El Cuerpo de la Guardia Revolucionaria Islámica de Irán (CGRI) emitió una respuesta directa a las recientes declaraciones del presidente Trump (incluida su publicación en Truth Social amenazando con “muerte, fuego y furia” si Irán interrumpe el flujo de petróleo a través del Estrecho de Ormuz, y sus comentarios que enmarcan la guerra como llegando a su fin “muy pronto” o “una excursión de corto plazo”).
Irán comunicó que algunos países árabes o europeos podrían tener “plena autoridad y libertad” para transitar por el estrecho si expulsaban embajadores de EEUU o Israel, lo que mostraba que Irán pretendía usar el estrecho como herramienta de presión geopolítica.
En otras palabras, Irán intenta condicionar el acceso a una de las rutas marítimas más importantes del planeta a decisiones diplomáticas contra Washington y Tel Aviv.
El CGRI declaró: “Somos nosotros quienes determinaremos el fin de la guerra”.
El portavoz, general de brigada, veterano de la guerra Irán-Irak y profesor en la Universidad Imam Hossein vinculada al CGRI, Ali Mohammad Naeini (o figuras similares del CGRI), calificó las afirmaciones de Trump de «mentiras» e intentos de «fabricar logros militares» tras «derrotas humillantes», afirmando que las fuerzas armadas iraníes «continúan la guerra con pleno poder».
En sus declaraciones dirigidas al presidente estadounidense Donald Trump, Naeini afirmó en esencia que: La respuesta militar de Irán dejó a Trump “confundido e indefenso”.
Esto marca una afirmación audaz del dominio del CGRI, especialmente notable después de la muerte del ex líder supremo, el ayatolá Ali Khamenei (finales de febrero) y el nombramiento de Mojtaba Khamenei como sucesor; algunos analistas señalan que indica que los militares (CGRI) hablan cada vez más «como el Estado» en lugar de meramente en nombre de éste.
Esto contradice directamente el cronograma optimista de Trump (por ejemplo, “muy adelantado respecto de lo previsto”, “prácticamente completo”) y sus advertencias sobre una escalada.
El problema de Trump y sus declaraciones tienen una relación directa con EEUU y el precio de la gasolina, ya que es un tema político muy sensible. Cuando el combustible sube el gobierno recibe críticas, baja la aprobación presidencial y se vuelve un problema electoral en un año de elecciones de medio término.

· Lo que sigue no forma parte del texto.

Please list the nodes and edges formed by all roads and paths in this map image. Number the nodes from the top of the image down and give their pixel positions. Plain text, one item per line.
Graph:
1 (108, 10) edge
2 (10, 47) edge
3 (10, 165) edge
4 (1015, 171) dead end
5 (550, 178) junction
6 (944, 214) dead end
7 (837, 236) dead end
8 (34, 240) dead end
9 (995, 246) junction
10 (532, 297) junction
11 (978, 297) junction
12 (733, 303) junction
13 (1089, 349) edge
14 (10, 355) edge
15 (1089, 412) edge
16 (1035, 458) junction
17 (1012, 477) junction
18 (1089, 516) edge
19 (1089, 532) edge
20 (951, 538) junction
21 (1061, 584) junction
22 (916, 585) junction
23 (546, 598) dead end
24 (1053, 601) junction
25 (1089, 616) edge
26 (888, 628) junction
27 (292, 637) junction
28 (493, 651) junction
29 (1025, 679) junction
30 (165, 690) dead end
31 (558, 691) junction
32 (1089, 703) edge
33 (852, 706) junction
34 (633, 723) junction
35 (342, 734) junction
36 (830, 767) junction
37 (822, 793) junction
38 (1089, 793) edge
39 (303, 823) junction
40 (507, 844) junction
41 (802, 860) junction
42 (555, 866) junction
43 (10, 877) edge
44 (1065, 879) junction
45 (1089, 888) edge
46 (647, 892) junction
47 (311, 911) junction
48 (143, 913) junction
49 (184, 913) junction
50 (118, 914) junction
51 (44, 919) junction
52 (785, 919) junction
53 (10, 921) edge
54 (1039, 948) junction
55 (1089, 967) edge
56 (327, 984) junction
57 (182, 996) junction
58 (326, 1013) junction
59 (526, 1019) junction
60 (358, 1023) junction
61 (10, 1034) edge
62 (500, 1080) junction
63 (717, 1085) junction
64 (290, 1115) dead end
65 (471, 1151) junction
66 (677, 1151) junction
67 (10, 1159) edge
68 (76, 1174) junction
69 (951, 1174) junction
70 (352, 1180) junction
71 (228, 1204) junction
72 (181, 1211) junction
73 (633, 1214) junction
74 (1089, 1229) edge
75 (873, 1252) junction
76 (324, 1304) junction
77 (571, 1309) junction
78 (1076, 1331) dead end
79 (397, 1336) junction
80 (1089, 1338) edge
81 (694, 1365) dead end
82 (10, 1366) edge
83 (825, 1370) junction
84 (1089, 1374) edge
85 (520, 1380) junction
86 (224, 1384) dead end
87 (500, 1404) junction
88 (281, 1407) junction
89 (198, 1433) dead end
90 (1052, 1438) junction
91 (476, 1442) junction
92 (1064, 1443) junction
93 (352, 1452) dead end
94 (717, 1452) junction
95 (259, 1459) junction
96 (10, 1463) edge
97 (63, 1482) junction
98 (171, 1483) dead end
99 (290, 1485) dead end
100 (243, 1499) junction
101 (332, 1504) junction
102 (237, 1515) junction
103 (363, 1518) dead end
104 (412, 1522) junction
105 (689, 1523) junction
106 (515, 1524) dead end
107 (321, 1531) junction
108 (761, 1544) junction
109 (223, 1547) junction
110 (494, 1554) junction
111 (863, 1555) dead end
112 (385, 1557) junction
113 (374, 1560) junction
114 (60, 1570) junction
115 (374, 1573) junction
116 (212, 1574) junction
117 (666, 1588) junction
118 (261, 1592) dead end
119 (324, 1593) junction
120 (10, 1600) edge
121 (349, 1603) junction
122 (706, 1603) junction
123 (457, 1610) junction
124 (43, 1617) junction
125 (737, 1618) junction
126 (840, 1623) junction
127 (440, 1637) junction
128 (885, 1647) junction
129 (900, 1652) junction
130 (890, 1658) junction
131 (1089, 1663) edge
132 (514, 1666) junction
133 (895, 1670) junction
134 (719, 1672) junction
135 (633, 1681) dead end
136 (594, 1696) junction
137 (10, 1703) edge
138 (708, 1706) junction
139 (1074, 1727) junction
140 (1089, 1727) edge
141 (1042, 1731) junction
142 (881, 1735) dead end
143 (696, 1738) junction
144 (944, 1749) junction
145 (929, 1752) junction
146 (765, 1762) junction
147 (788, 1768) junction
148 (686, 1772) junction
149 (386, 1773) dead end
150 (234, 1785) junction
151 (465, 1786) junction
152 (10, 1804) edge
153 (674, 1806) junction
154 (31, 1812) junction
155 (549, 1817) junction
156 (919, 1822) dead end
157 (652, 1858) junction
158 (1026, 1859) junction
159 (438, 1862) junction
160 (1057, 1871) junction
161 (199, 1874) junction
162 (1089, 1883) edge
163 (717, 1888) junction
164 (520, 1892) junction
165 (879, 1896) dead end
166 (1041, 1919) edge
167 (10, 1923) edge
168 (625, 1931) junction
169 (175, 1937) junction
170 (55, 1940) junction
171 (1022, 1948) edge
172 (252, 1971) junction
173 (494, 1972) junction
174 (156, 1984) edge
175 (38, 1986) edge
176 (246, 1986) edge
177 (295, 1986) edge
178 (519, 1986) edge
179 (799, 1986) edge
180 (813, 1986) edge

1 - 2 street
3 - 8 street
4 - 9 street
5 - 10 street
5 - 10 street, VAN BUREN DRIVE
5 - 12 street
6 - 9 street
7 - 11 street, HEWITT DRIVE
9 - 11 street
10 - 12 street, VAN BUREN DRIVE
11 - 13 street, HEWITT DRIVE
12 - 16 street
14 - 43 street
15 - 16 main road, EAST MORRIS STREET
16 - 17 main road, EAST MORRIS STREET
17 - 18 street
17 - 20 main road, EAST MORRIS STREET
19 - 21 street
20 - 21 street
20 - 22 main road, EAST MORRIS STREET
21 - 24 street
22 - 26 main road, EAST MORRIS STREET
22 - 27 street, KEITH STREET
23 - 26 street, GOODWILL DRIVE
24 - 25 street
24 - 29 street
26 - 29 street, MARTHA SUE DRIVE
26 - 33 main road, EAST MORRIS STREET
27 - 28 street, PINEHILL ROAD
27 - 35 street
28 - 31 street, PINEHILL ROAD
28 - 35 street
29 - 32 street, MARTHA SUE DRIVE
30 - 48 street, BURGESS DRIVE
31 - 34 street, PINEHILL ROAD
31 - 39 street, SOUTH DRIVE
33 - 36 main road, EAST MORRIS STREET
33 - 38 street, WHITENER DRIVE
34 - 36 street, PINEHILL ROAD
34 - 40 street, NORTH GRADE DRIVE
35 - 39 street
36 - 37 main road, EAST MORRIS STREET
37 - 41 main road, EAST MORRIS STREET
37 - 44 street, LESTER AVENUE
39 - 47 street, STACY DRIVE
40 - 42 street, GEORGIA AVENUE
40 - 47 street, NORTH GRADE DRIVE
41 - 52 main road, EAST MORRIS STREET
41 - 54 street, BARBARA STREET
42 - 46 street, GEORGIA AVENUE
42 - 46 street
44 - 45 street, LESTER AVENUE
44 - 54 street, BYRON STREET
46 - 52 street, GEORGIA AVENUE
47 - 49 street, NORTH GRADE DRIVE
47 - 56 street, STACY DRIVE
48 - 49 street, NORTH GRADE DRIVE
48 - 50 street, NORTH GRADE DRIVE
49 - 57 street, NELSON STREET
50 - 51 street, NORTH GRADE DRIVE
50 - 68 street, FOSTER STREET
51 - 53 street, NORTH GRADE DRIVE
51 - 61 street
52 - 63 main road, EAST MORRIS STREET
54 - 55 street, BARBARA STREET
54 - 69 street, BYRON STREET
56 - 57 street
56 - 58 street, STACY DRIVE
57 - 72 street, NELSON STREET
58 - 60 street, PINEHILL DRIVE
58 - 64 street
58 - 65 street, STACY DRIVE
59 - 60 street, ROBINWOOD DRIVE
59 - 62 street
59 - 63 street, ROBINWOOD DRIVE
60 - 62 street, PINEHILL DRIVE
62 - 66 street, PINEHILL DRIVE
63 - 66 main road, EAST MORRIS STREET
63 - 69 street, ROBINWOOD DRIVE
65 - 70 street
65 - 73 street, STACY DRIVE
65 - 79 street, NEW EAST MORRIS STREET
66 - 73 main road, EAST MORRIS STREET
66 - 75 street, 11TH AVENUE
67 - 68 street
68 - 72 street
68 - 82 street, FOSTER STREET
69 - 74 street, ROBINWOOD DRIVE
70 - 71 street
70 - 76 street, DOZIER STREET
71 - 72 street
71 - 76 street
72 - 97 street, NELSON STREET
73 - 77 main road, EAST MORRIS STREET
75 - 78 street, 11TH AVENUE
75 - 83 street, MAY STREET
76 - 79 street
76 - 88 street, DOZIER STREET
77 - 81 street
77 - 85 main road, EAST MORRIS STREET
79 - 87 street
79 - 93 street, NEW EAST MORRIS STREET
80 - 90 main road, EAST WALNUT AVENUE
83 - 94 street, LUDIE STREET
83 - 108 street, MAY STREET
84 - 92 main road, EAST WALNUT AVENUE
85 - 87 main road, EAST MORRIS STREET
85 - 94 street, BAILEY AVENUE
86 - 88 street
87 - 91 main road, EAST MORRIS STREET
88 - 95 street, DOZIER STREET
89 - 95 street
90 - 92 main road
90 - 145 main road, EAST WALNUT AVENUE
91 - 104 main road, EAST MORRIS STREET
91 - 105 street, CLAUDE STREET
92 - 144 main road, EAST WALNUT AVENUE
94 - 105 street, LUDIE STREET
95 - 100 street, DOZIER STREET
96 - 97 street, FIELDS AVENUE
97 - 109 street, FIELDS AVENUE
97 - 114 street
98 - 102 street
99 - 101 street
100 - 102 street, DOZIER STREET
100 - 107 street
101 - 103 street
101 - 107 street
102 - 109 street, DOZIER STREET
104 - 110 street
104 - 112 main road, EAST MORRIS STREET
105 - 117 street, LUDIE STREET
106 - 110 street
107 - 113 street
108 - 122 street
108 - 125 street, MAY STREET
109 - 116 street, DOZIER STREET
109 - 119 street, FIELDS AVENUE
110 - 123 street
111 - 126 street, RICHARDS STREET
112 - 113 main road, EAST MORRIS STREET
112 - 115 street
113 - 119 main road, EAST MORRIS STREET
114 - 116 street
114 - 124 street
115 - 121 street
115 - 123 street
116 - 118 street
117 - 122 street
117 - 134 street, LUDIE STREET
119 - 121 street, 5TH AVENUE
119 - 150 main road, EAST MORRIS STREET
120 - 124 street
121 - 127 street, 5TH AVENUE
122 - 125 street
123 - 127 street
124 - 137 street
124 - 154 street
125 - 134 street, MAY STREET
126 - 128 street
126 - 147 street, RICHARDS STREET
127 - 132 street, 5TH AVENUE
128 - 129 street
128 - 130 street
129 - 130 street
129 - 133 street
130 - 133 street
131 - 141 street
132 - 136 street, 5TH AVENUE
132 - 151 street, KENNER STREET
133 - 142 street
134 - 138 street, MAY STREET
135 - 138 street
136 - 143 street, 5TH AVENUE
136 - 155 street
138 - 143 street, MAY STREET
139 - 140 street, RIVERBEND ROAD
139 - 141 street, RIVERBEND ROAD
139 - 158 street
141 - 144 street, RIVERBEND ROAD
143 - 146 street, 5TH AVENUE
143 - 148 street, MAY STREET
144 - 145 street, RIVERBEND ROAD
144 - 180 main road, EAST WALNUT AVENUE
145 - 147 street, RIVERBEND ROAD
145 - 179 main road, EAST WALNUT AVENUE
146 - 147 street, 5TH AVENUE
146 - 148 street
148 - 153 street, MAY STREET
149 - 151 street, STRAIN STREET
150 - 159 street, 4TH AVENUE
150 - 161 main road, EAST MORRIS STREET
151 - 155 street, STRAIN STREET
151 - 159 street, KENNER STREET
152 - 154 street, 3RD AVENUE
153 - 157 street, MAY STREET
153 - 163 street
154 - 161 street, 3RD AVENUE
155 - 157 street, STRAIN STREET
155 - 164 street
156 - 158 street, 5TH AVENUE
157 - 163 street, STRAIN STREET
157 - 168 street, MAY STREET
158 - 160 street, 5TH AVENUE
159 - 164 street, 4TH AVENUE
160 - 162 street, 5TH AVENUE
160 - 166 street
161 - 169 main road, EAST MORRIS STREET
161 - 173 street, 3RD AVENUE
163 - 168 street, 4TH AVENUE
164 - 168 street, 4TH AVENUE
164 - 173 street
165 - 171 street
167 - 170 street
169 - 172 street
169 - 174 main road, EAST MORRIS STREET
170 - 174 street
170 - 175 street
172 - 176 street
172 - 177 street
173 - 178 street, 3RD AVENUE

Por eso muchos presidentes —incluido Trump— han reaccionado públicamente cuando el petróleo sube demasiado.
Aunque EEUU hoy produce mucho petróleo (gracias al shale oil), el precio mundial sigue determinándose en mercados globales. Es decir que incluso si EEUU produce mucho, pero el Golfo Pérsico entra en crisis, el precio sube igual.
Desde el Cuerpo de la Guardia Revolucionaria Islámica afirmaron que: ‘Nuestras fuerzas armadas están esperando la entrada de la Marina de EEUU en el Estrecho de Ormuz y la llegada del portaaviones Gerald Ford’.
El Estrecho de Ormuz es extremadamente estrecho (unos 33 km en su punto más angosto), lo que lo convierte en un lugar donde Irán podría usar tácticas asimétricas: minas navales, misiles costeros, drones y enjambres de lanchas rápidas.